START Information
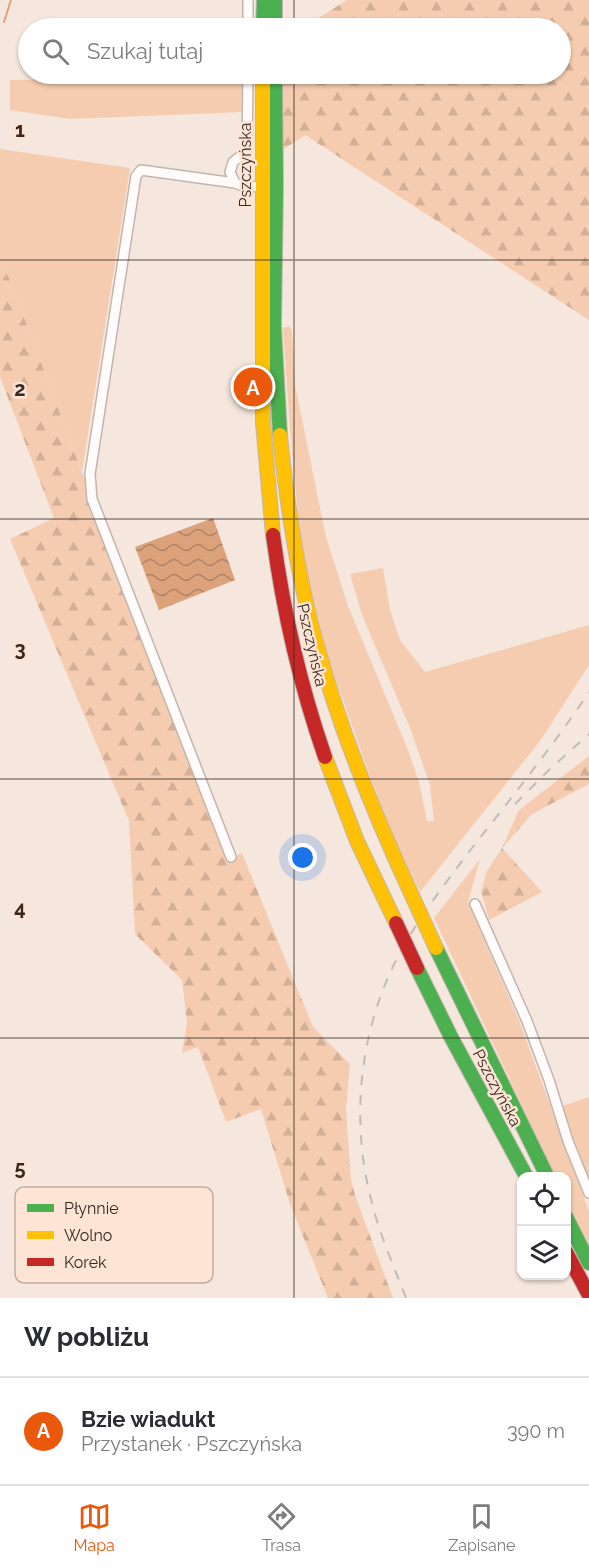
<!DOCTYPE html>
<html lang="pl">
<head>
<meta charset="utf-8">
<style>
  :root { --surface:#fff; --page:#f7f7f7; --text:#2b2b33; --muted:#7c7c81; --line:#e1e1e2; --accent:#ea580c }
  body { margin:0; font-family:Raleway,sans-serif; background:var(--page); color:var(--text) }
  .controls { position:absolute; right:18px; bottom:18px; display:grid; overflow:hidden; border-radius:12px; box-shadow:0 2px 4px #0004 }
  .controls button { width:54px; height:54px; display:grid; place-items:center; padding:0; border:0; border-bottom:2px solid var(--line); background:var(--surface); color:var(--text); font:30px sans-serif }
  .you { position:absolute; left:303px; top:858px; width:21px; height:21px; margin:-15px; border:4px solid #fff; border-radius:50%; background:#1a73e8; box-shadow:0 0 0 9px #1a73e833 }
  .badge { display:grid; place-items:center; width:39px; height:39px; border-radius:50%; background:var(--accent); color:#fff; font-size:20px; font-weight:700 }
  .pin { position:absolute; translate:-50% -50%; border:3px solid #fff; box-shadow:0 2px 6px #0006 }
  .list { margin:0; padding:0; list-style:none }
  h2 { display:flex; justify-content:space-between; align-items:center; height:78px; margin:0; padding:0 24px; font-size:26px }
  h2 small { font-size:20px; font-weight:400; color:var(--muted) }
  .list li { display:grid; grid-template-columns:39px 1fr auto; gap:18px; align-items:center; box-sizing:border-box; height:108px; padding:0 24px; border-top:2px solid var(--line) }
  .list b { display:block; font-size:22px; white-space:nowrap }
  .list p { margin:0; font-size:20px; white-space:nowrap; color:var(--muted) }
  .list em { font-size:20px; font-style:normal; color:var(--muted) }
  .icon { flex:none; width:33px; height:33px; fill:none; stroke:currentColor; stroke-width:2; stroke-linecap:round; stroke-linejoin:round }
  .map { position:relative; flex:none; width:589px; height:1298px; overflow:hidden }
  .search { position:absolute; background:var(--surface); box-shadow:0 2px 4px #0004; left:18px; right:18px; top:18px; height:66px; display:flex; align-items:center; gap:15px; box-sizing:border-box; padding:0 21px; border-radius:33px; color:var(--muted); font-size:22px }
  .sheet { height:186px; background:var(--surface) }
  nav { display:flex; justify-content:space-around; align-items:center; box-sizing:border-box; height:84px; border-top:2px solid var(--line); background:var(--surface); font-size:16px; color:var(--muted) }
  nav a { display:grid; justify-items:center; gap:3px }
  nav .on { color:var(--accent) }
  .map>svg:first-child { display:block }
</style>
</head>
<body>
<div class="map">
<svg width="589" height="1298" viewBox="0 0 589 1298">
  <defs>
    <pattern id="forest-firs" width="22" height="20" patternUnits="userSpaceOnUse" patternTransform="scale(1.5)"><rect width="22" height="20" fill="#f6ccb0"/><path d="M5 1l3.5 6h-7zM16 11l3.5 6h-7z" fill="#d4af97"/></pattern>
    <pattern id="water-waves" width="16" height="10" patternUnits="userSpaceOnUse" patternTransform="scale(1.5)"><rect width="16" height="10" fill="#dba27b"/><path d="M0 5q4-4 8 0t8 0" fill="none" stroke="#b28464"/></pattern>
  </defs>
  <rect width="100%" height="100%" fill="#f5e7de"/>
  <g fill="#f6ccb0">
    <path d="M183 74H242L243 112 70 119 10 110V80L108 79Z"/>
    <path d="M0 149 130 168 82 472 10 281 0 262Z"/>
    <path d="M289 326 292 331 295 385 326 537 348 606 408 750 419 782 427 821H434L430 785 410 728 362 615 350 574 383 568 390 610 400 640 425 672 589 625V665L540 741 420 892 394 838 368 771 329 661 307 574 298 516 290 430 283 328Z"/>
    <path d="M480 859 468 902 520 1023 589 1211V1249L567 1201 566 1176H555L434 918Z"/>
    <path d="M589 1097V1181L562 1106Z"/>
  </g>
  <g fill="url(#forest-firs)">
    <path d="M347 0H589V320L305 135 281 151 283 74H560V28H303Z"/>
    <path d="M0 262 10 280 92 499 232 857 242 853 313 1027 350 1064 346 1110 351 1180 355 1195 393 1298H328L290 1204 261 1109 226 1122 198 1047 182 1053 187 1023 182 980 135 934 129 821 10 539 54 518 0 377Z"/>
    <path d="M589 756V784L532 814 502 848 542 892 489 920 481 891 487 871 502 848 519 810Z"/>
  </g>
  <path fill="url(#water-waves)" d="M213 518 235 580 159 610 135 547Z"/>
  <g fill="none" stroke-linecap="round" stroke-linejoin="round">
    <path stroke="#dba27b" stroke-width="2" d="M4 22 11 0"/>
    <defs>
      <g id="street">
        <path d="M248 28V0"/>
        <path d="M248 74 247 151 233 162 230 172 235 183 245 187 268 186"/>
        <path d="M231 857 92 499 90 474 136 176 141 170 235 183"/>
        <path d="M475 904 527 1021 549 1080 568 1141 589 1193"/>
      </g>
      <g id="fast">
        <path d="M275 0V28"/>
        <path d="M263 28 264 0"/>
        <path d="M275 74 276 187 274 326 280 435"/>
        <path d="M436 948 547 1176"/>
        <path d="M417 968 451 1037 526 1176"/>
        <path d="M566 1217 589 1263"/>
      </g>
      <g id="slow">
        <path d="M263 74V423L273 535"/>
        <path d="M280 435C287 505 297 574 316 642 339 727 372 809 409 889"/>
        <path d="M325 757 357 841 396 923"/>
      </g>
      <g id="jam">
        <path d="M273 535C283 610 300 685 325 757"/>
        <path d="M566 1252 589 1295"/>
      </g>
    </defs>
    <use href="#street" stroke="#c1b6ae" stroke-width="12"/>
    <use href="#fast" stroke="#c1b6ae" stroke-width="16"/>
    <use href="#slow" stroke="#c1b6ae" stroke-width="16"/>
    <use href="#jam" stroke="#c1b6ae" stroke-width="16"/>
    <use href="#street" stroke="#fefbfa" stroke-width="9"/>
    <use href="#fast" stroke="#4caf50" stroke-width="14"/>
    <use href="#slow" stroke="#ffc107" stroke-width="14"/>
    <use href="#jam" stroke="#c62828" stroke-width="14"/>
    <g stroke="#bfbcb9" stroke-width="2" stroke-dasharray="10 10" stroke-linecap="butt">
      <path d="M515 804 551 768 589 734"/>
      <path d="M406 1298C393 1264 378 1231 370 1195 352 1123 359 1041 390 973 410 928 442 888 472 848 512 797 553 746 589 692"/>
    </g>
    <defs>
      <path id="slow-bridge" d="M409 889 436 948"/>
      <path id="jam-bridge" d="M396 923 417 968"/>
    </defs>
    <use href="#slow-bridge" stroke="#c1b6ae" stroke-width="16" stroke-linecap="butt"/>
    <use href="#jam-bridge" stroke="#c1b6ae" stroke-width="16" stroke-linecap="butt"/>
    <use href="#slow-bridge" stroke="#ffc107" stroke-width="14"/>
    <use href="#jam-bridge" stroke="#c62828" stroke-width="14"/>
  </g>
  <path fill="none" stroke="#352922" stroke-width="1.5" stroke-opacity="0.55" d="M294 0V28M294 74V1298M0 260H589M0 519H589M0 779H589M0 1038H589"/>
  <g text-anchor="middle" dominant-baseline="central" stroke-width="5" stroke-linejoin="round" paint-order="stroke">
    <g font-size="16" fill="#352922" stroke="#fee4d5">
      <text transform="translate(245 165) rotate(-90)">Pszczyńska</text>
      <text transform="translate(312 645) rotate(77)">Pszczyńska</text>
      <text transform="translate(497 1088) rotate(62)">Pszczyńska</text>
    </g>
  </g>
  <rect x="15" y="1187" width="198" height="96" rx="9" fill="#fee4d5" stroke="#c2ac9f" stroke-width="1.5"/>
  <rect x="27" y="1204" width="27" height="8" fill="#4caf50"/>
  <rect x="27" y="1231" width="27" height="8" fill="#ffc107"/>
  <rect x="27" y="1258" width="27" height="8" fill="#c62828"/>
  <g font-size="16" fill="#352922">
    <text x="64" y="1214">Płynnie</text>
    <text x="64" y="1241">Wolno</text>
    <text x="64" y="1268">Korek</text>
  </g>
  <g font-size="20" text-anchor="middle" font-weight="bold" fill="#352922" stroke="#fee4d5" stroke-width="5" stroke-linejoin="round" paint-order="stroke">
    <text x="20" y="137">1</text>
    <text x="20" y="396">2</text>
    <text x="20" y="656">3</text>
    <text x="20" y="915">4</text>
    <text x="20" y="1175">5</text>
  </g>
</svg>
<div class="controls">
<button><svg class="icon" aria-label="locate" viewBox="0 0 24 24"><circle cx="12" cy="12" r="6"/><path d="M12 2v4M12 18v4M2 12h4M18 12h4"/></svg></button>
<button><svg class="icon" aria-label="layers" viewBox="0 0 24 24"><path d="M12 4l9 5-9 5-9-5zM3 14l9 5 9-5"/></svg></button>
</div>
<div class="you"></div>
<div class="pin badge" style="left:253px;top:387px">A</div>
<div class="search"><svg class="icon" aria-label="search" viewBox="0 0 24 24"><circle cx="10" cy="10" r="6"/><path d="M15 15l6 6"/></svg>Szukaj tutaj</div>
</div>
<section class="sheet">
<h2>W pobliżu<small></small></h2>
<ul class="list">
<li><span class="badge">A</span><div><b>Bzie wiadukt</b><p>Przystanek · Pszczyńska</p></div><em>390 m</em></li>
</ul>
</section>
<nav>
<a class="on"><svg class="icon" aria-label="map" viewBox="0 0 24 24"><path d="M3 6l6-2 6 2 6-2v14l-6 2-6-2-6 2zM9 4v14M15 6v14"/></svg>Mapa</a>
<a><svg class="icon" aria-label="directions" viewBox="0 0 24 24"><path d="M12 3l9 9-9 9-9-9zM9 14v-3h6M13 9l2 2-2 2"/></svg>Trasa</a>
<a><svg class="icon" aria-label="saved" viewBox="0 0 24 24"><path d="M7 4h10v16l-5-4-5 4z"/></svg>Zapisane</a>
</nav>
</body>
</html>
END Information
Task goal: Copy each line in the listing where "white" appears.

Your solution:
  .list b { display:block; font-size:22px; white-space:nowrap }
  .list p { margin:0; font-size:20px; white-space:nowrap; color:var(--muted) }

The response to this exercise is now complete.